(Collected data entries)
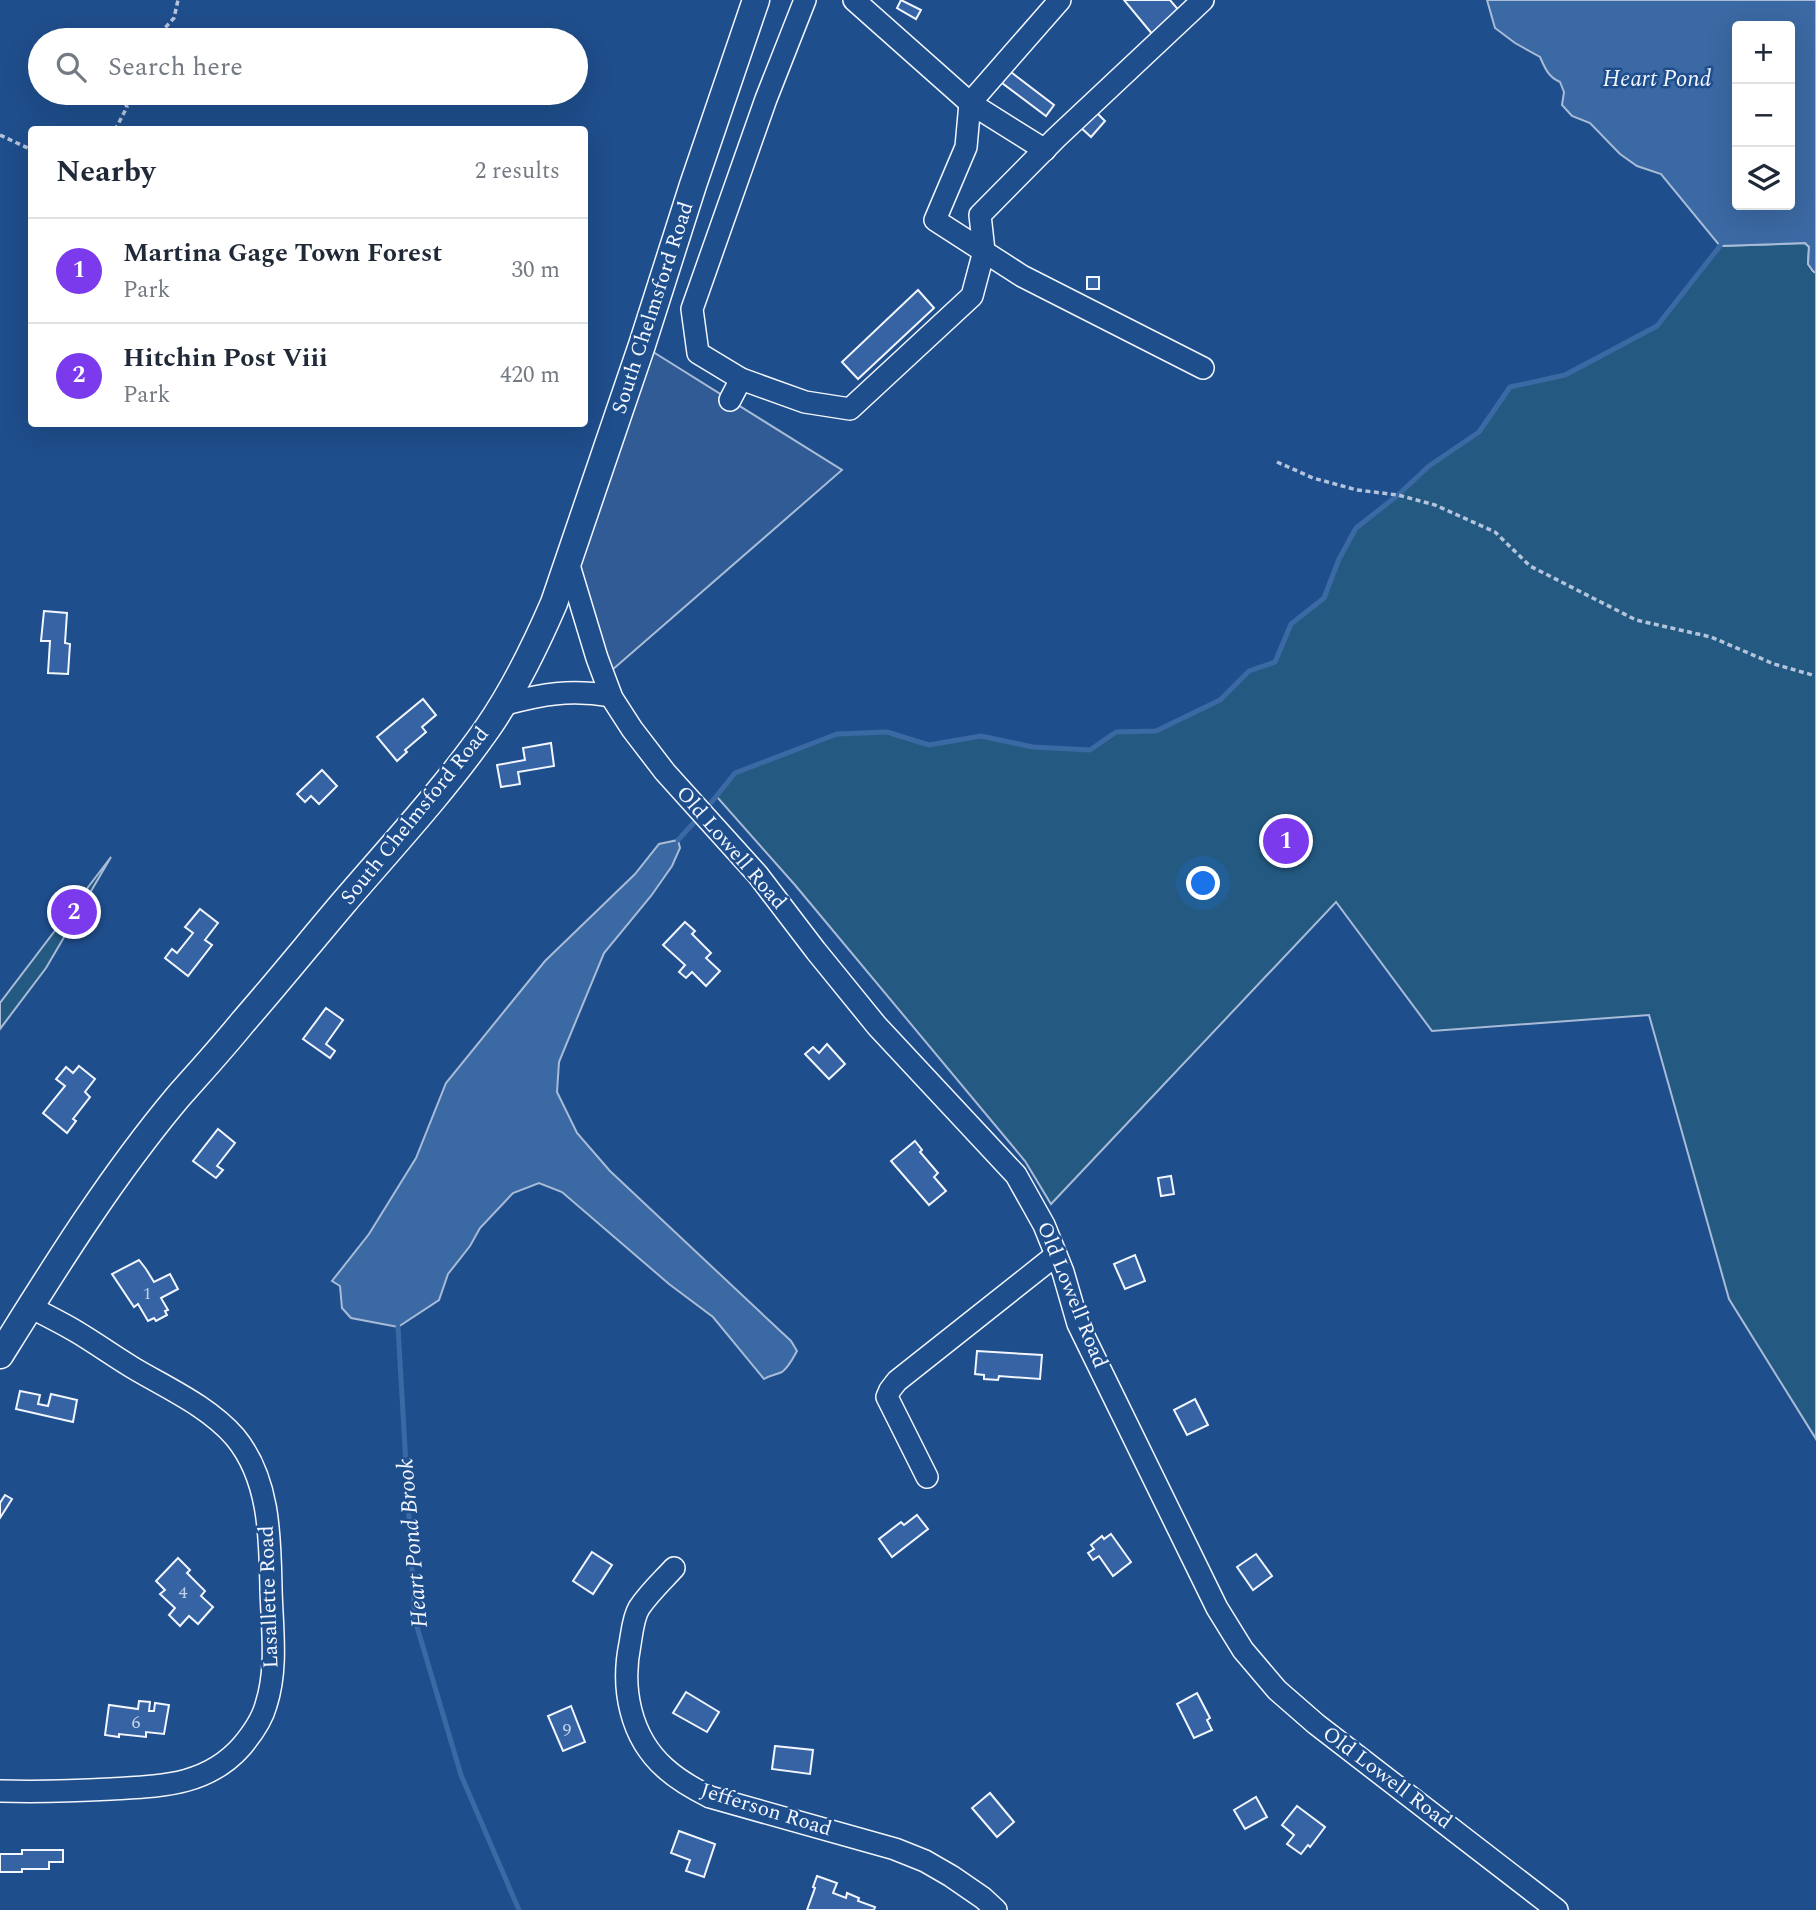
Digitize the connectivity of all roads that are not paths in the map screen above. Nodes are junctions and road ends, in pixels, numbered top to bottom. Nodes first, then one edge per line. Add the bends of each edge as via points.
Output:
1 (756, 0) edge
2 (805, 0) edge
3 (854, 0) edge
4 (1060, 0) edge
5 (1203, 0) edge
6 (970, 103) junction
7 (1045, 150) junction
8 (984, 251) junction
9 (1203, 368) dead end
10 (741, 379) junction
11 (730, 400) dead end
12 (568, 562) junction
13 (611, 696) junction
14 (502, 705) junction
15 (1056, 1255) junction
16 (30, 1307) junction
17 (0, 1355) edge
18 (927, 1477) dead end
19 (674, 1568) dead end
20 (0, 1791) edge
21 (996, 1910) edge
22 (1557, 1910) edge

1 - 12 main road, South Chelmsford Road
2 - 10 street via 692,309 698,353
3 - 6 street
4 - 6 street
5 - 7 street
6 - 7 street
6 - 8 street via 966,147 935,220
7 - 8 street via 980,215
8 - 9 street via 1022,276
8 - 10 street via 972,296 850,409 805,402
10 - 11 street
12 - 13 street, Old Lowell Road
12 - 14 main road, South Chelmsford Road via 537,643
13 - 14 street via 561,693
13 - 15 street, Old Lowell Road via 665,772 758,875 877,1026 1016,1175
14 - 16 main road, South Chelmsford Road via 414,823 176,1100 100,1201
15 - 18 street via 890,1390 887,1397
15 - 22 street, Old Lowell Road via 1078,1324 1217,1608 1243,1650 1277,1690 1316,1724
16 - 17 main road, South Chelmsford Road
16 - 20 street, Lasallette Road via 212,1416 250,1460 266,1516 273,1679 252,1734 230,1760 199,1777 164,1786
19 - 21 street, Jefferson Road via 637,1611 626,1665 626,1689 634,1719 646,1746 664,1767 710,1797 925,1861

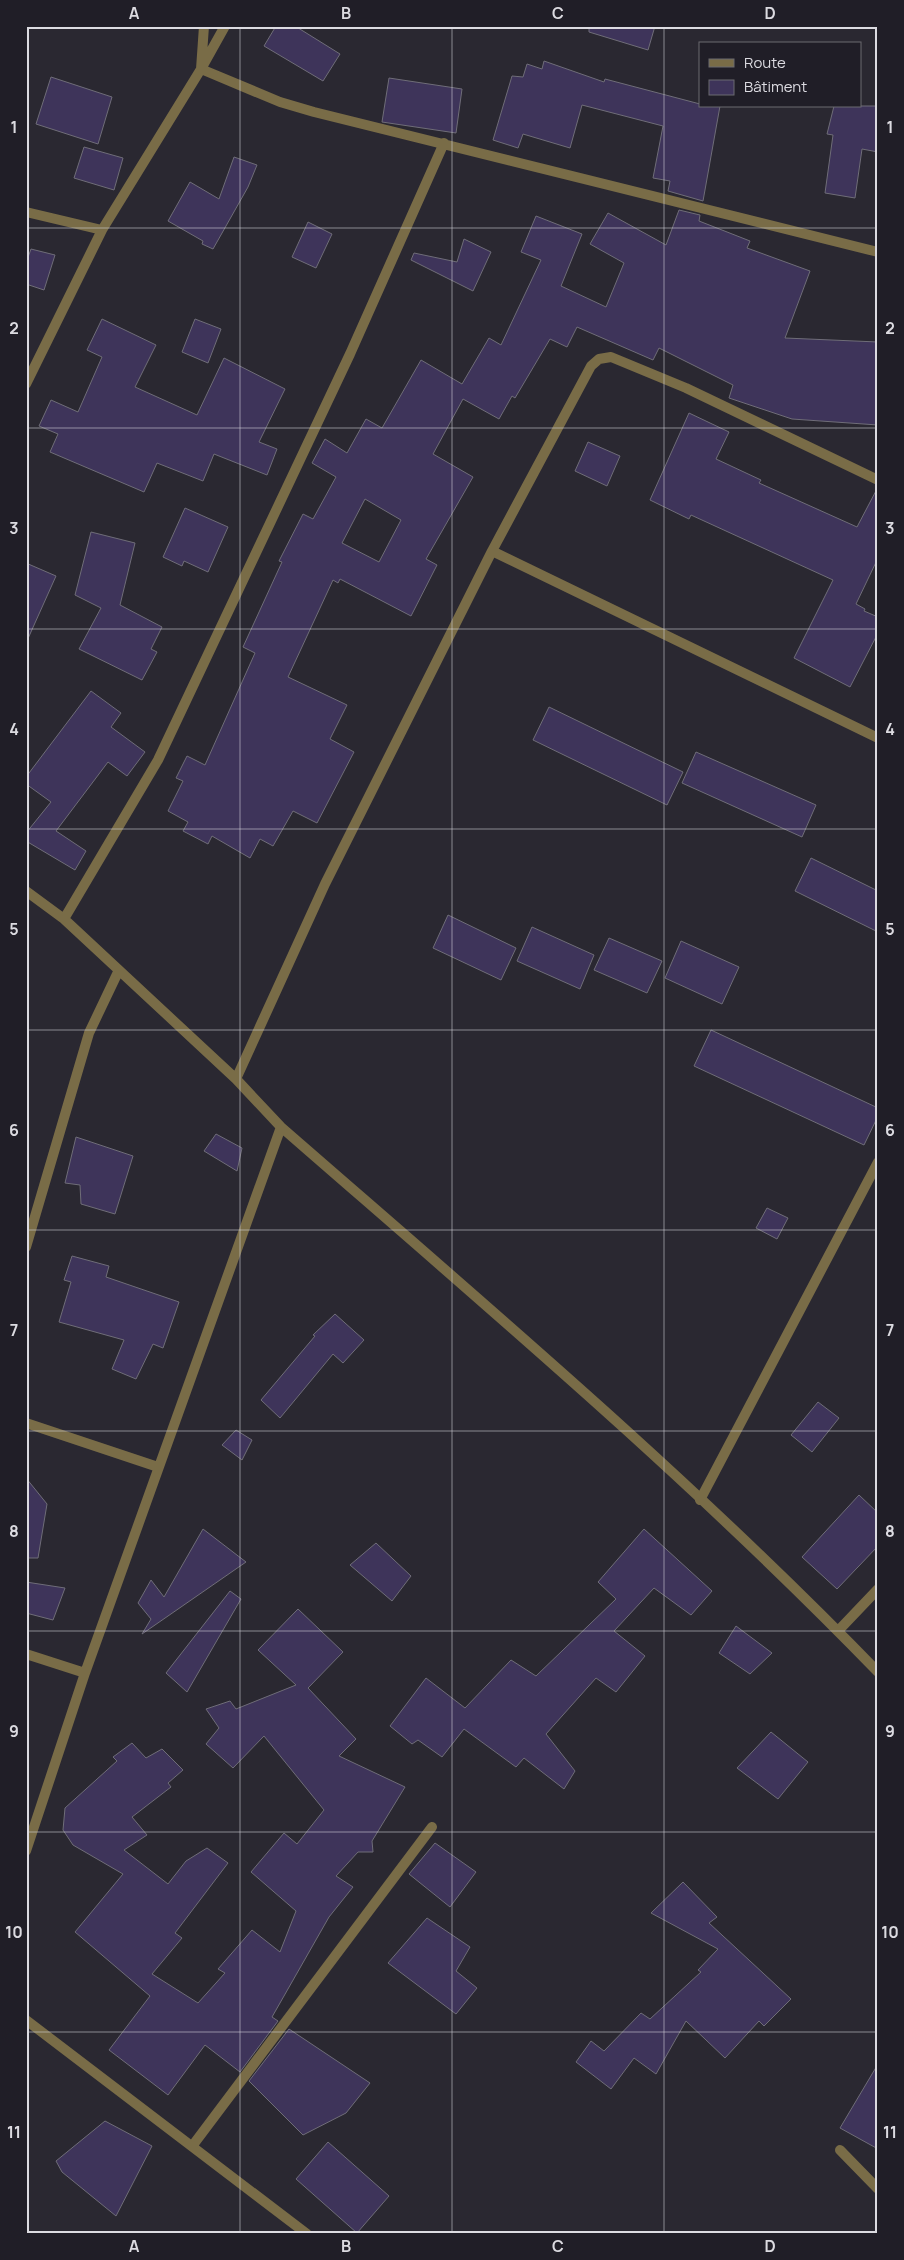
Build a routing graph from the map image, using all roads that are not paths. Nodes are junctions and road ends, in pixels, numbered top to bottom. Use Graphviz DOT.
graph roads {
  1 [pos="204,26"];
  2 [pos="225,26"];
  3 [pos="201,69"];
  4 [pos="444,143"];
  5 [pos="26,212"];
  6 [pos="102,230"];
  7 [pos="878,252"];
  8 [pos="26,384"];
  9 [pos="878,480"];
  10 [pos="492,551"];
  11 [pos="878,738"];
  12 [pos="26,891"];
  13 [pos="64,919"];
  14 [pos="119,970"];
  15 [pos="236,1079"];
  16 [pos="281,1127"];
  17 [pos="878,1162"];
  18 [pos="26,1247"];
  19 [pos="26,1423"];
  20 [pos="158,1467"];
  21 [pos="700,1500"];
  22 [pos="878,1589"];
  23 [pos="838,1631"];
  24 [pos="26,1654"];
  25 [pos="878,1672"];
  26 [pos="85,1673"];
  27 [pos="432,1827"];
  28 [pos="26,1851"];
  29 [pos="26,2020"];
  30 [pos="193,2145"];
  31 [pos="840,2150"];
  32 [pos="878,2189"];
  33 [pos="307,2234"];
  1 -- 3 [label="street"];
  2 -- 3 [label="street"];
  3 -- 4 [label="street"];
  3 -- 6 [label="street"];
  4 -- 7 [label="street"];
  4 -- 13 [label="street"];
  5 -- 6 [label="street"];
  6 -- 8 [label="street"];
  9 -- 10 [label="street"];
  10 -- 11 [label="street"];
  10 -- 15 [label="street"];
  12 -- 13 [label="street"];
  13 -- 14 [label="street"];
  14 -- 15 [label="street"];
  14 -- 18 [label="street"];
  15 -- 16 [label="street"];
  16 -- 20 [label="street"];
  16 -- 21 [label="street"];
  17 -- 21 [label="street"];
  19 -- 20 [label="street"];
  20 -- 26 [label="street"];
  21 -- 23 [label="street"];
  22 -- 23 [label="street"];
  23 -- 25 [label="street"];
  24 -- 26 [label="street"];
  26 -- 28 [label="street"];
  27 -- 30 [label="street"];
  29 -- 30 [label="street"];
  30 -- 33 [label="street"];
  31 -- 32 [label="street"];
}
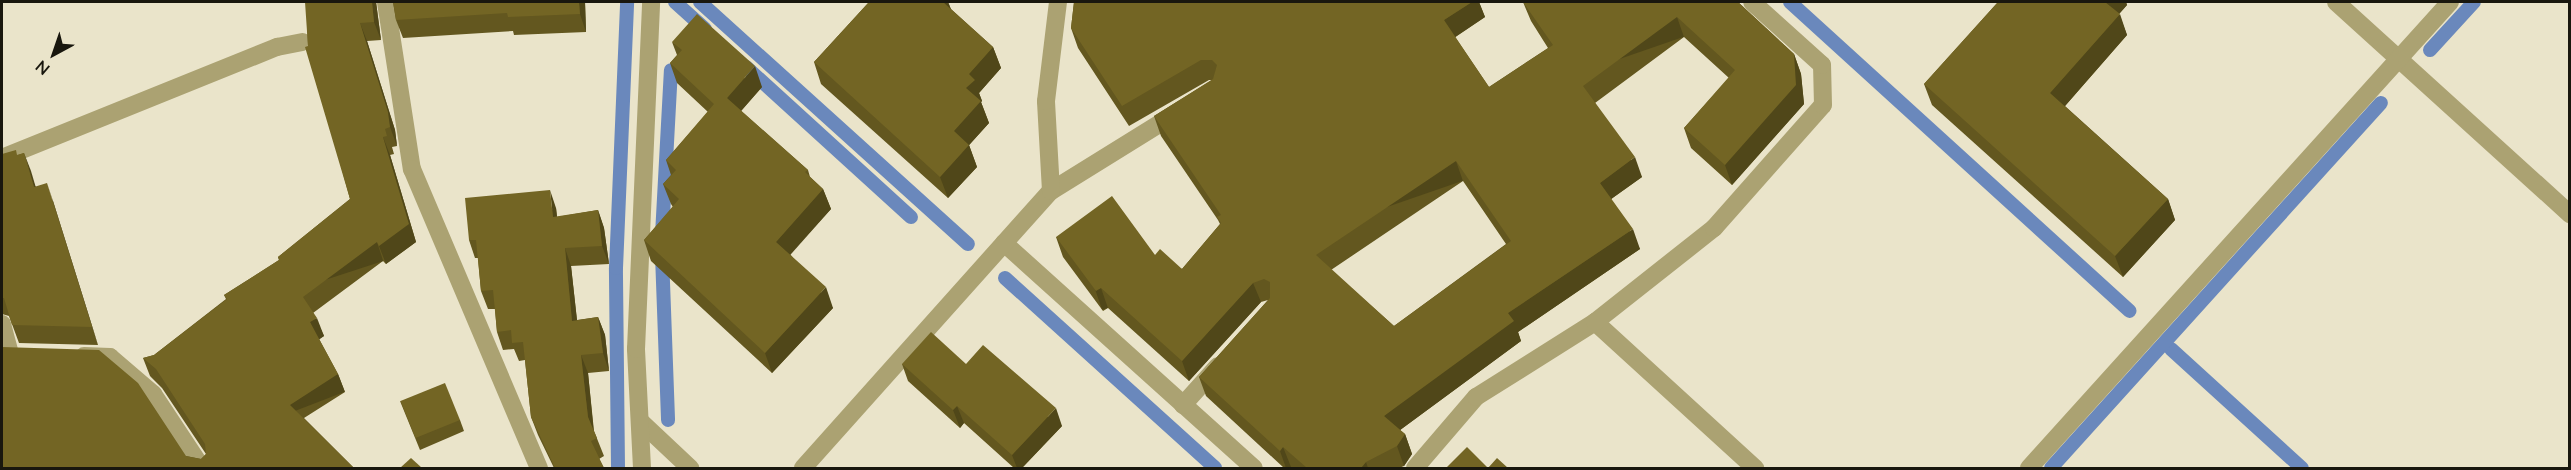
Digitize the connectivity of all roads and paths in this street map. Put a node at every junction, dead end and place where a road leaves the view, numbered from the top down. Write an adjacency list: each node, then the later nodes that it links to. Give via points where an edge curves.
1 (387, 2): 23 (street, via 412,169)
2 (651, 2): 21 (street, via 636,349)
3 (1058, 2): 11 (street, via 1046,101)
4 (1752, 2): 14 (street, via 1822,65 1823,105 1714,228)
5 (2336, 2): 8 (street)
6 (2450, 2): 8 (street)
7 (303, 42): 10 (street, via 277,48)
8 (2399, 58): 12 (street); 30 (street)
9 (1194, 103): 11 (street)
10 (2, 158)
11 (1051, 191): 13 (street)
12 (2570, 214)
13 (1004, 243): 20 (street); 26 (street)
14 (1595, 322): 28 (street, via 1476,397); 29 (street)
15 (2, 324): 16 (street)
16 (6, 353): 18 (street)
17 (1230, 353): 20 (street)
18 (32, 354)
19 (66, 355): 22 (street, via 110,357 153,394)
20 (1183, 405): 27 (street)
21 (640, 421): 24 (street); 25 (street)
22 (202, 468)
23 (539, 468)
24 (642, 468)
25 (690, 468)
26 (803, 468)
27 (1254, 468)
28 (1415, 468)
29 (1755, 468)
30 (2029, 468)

WHAT IS REQUIRED: All lines in the entries above that hold the word "bottom" need to be copied.

SOLUTION BELOW:
Digitize the connectivity of all roads that are not paths in the map screen above. Nodes are junctions and road ends, in pixels, numbered top to bottom. Nodes first, then one edge per line. Add the bends of each edge as via points.
Build a routing graph from the map image, using all roads that are not paths. Nodes are junctions and road ends, in pixels, numbered top to bottom. Use Graphviz DOT.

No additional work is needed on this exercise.